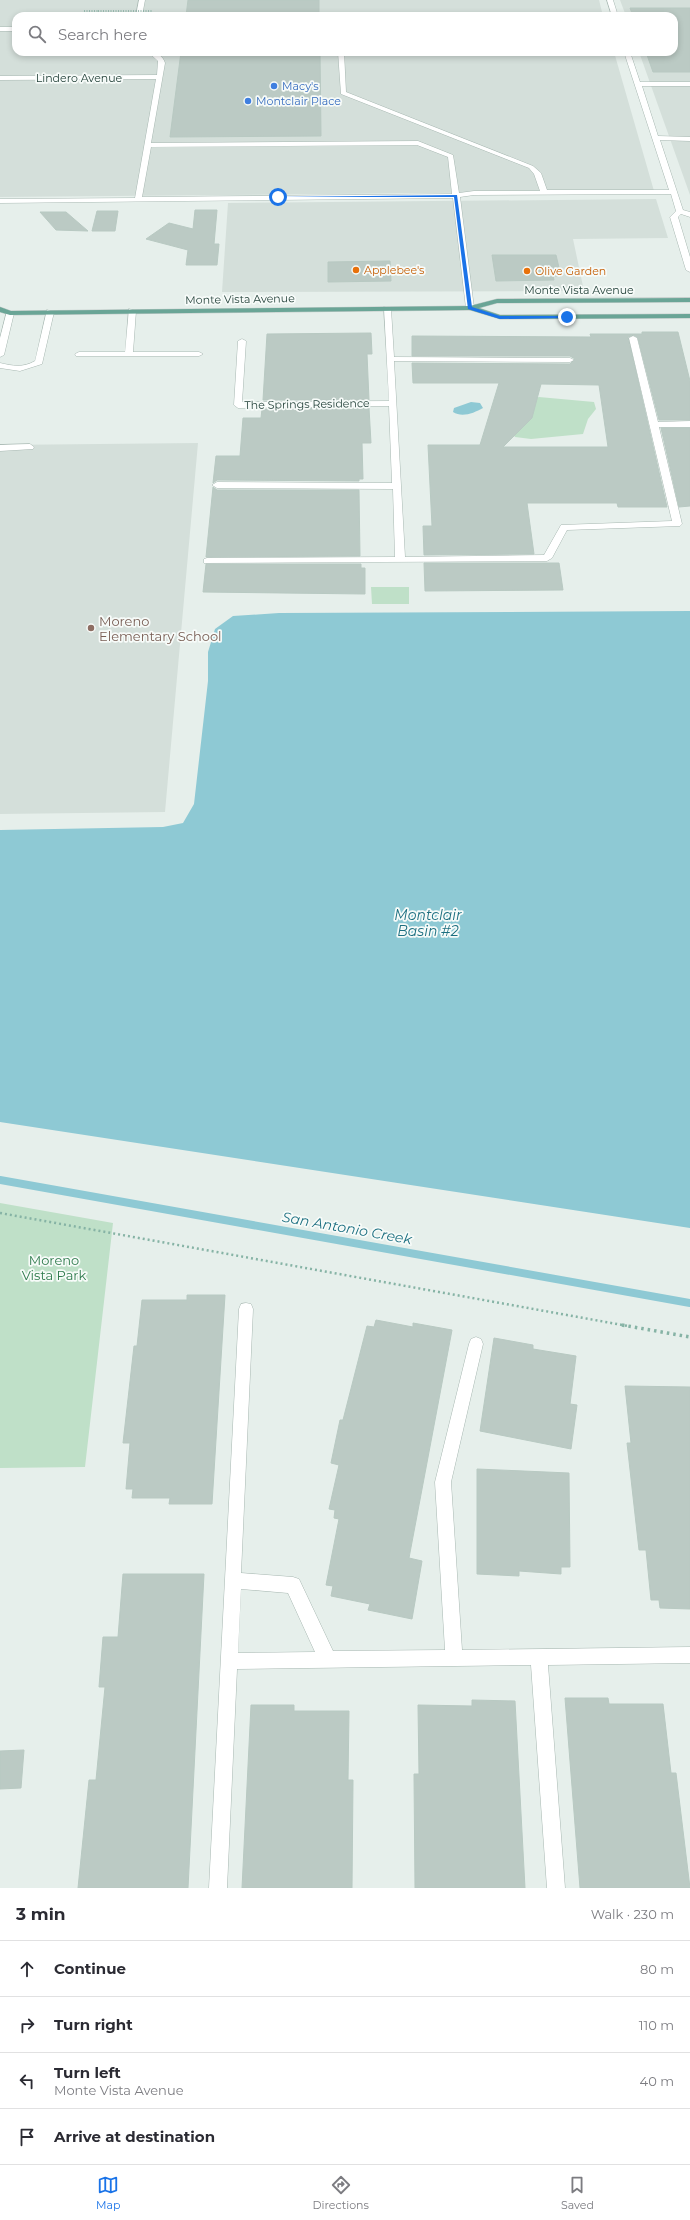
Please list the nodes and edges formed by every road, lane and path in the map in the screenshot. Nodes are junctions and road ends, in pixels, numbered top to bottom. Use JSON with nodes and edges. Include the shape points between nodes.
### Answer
{"nodes":[{"id":1,"x":142,"y":0,"type":"edge"},
{"id":2,"x":610,"y":0,"type":"edge"},
{"id":3,"x":84,"y":11,"type":"dead end"},
{"id":4,"x":152,"y":11,"type":"dead end"},
{"id":5,"x":140,"y":12,"type":"edge"},
{"id":6,"x":614,"y":12,"type":"edge"},
{"id":7,"x":0,"y":29,"type":"edge"},
{"id":8,"x":12,"y":29,"type":"edge"},
{"id":9,"x":156,"y":56,"type":"edge"},
{"id":10,"x":341,"y":56,"type":"edge"},
{"id":11,"x":628,"y":56,"type":"edge"},
{"id":12,"x":159,"y":77,"type":"junction"},
{"id":13,"x":0,"y":78,"type":"edge"},
{"id":14,"x":638,"y":84,"type":"junction"},
{"id":15,"x":690,"y":84,"type":"edge"},
{"id":16,"x":656,"y":138,"type":"junction"},
{"id":17,"x":690,"y":138,"type":"edge"},
{"id":18,"x":148,"y":144,"type":"junction"},
{"id":19,"x":544,"y":192,"type":"junction"},
{"id":20,"x":674,"y":192,"type":"junction"},
{"id":21,"x":456,"y":196,"type":"junction"},
{"id":22,"x":138,"y":200,"type":"junction"},
{"id":23,"x":0,"y":201,"type":"edge"},
{"id":24,"x":680,"y":211,"type":"junction"},
{"id":25,"x":690,"y":215,"type":"edge"},
{"id":26,"x":690,"y":270,"type":"edge"},
{"id":27,"x":690,"y":300,"type":"edge"},
{"id":28,"x":470,"y":308,"type":"junction"},
{"id":29,"x":0,"y":309,"type":"edge"},
{"id":30,"x":387,"y":309,"type":"junction"},
{"id":31,"x":132,"y":311,"type":"junction"},
{"id":32,"x":50,"y":312,"type":"junction"},
{"id":33,"x":10,"y":313,"type":"junction"},
{"id":34,"x":0,"y":316,"type":"edge"},
{"id":35,"x":690,"y":316,"type":"edge"},
{"id":36,"x":633,"y":338,"type":"dead end"},
{"id":37,"x":242,"y":341,"type":"dead end"},
{"id":38,"x":79,"y":354,"type":"dead end"},
{"id":39,"x":129,"y":354,"type":"junction"},
{"id":40,"x":199,"y":354,"type":"dead end"},
{"id":41,"x":0,"y":355,"type":"edge"},
{"id":42,"x":390,"y":359,"type":"junction"},
{"id":43,"x":570,"y":360,"type":"dead end"},
{"id":44,"x":0,"y":364,"type":"edge"},
{"id":45,"x":393,"y":403,"type":"junction"},
{"id":46,"x":690,"y":424,"type":"edge"},
{"id":47,"x":654,"y":425,"type":"junction"},
{"id":48,"x":30,"y":447,"type":"dead end"},
{"id":49,"x":0,"y":448,"type":"edge"},
{"id":50,"x":217,"y":485,"type":"dead end"},
{"id":51,"x":397,"y":486,"type":"junction"},
{"id":52,"x":400,"y":560,"type":"junction"},
{"id":53,"x":207,"y":561,"type":"dead end"},
{"id":54,"x":0,"y":1213,"type":"edge"},
{"id":55,"x":246,"y":1309,"type":"dead end"},
{"id":56,"x":690,"y":1337,"type":"edge"},
{"id":57,"x":476,"y":1344,"type":"dead end"},
{"id":58,"x":232,"y":1580,"type":"junction"},
{"id":59,"x":690,"y":1655,"type":"edge"},
{"id":60,"x":539,"y":1657,"type":"junction"},
{"id":61,"x":454,"y":1658,"type":"junction"},
{"id":62,"x":328,"y":1660,"type":"junction"},
{"id":63,"x":228,"y":1661,"type":"junction"},
{"id":64,"x":218,"y":1888,"type":"edge"},
{"id":65,"x":556,"y":1888,"type":"edge"}],
"edges":[{"from":1,"to":5,"type":"street"},
{"from":2,"to":6,"type":"street"},
{"from":3,"to":4,"type":"path","bridge":true},
{"from":7,"to":8,"type":"street"},
{"from":9,"to":12,"type":"street","via":[[161,60]]},
{"from":10,"to":19,"type":"street","via":[[343,93],[531,167],[537,173]]},
{"from":11,"to":14,"type":"street"},
{"from":12,"to":13,"type":"street","name":"Lindero Avenue"},
{"from":12,"to":18,"type":"street"},
{"from":14,"to":15,"type":"street"},
{"from":14,"to":16,"type":"street"},
{"from":16,"to":17,"type":"street"},
{"from":16,"to":20,"type":"street"},
{"from":18,"to":21,"type":"street","via":[[418,144],[451,156]]},
{"from":18,"to":22,"type":"street"},
{"from":19,"to":20,"type":"street"},
{"from":19,"to":21,"type":"street","via":[[474,193]]},
{"from":20,"to":24,"type":"street"},
{"from":21,"to":22,"type":"street"},
{"from":21,"to":28,"type":"street"},
{"from":22,"to":23,"type":"street"},
{"from":24,"to":25,"type":"street"},
{"from":24,"to":26,"type":"street","via":[[674,217]]},
{"from":27,"to":28,"type":"main road","name":"Monte Vista Avenue","via":[[497,300]]},
{"from":28,"to":30,"type":"main road","name":"Monte Vista Avenue"},
{"from":28,"to":35,"type":"main road","name":"Monte Vista Avenue","via":[[500,317]]},
{"from":29,"to":33,"type":"main road","name":"Monte Vista Avenue"},
{"from":30,"to":31,"type":"main road","name":"Monte Vista Avenue"},
{"from":30,"to":42,"type":"street"},
{"from":31,"to":32,"type":"main road","name":"Monte Vista Avenue"},
{"from":31,"to":39,"type":"street"},
{"from":32,"to":33,"type":"main road","name":"Monte Vista Avenue"},
{"from":32,"to":44,"type":"street","via":[[39,362],[29,367],[5,368]]},
{"from":33,"to":34,"type":"main road","name":"Monte Vista Avenue"},
{"from":33,"to":41,"type":"street"},
{"from":36,"to":47,"type":"street"},
{"from":37,"to":45,"type":"street","name":"The Springs Residence","via":[[238,405]]},
{"from":38,"to":39,"type":"street"},
{"from":39,"to":40,"type":"street"},
{"from":42,"to":43,"type":"street"},
{"from":42,"to":45,"type":"street"},
{"from":45,"to":51,"type":"street"},
{"from":46,"to":47,"type":"street"},
{"from":47,"to":52,"type":"street","via":[[677,524],[564,527],[547,558]]},
{"from":48,"to":49,"type":"street"},
{"from":50,"to":51,"type":"street"},
{"from":51,"to":52,"type":"street"},
{"from":52,"to":53,"type":"street"},
{"from":54,"to":56,"type":"path"},
{"from":55,"to":58,"type":"street"},
{"from":57,"to":61,"type":"street","via":[[443,1482]]},
{"from":58,"to":62,"type":"street","via":[[293,1585]]},
{"from":58,"to":63,"type":"street"},
{"from":59,"to":60,"type":"street"},
{"from":60,"to":61,"type":"street"},
{"from":60,"to":65,"type":"street"},
{"from":61,"to":62,"type":"street"},
{"from":62,"to":63,"type":"street"},
{"from":63,"to":64,"type":"street"}]}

■ ■ ■ ■ ■ ■ ■

TASK GOAL. Would you copy all lines in the records where the string "Avenue" appears?

EXPECTED ANSWER.
{"from":12,"to":13,"type":"street","name":"Lindero Avenue"},
{"from":27,"to":28,"type":"main road","name":"Monte Vista Avenue","via":[[497,300]]},
{"from":28,"to":30,"type":"main road","name":"Monte Vista Avenue"},
{"from":28,"to":35,"type":"main road","name":"Monte Vista Avenue","via":[[500,317]]},
{"from":29,"to":33,"type":"main road","name":"Monte Vista Avenue"},
{"from":30,"to":31,"type":"main road","name":"Monte Vista Avenue"},
{"from":31,"to":32,"type":"main road","name":"Monte Vista Avenue"},
{"from":32,"to":33,"type":"main road","name":"Monte Vista Avenue"},
{"from":33,"to":34,"type":"main road","name":"Monte Vista Avenue"},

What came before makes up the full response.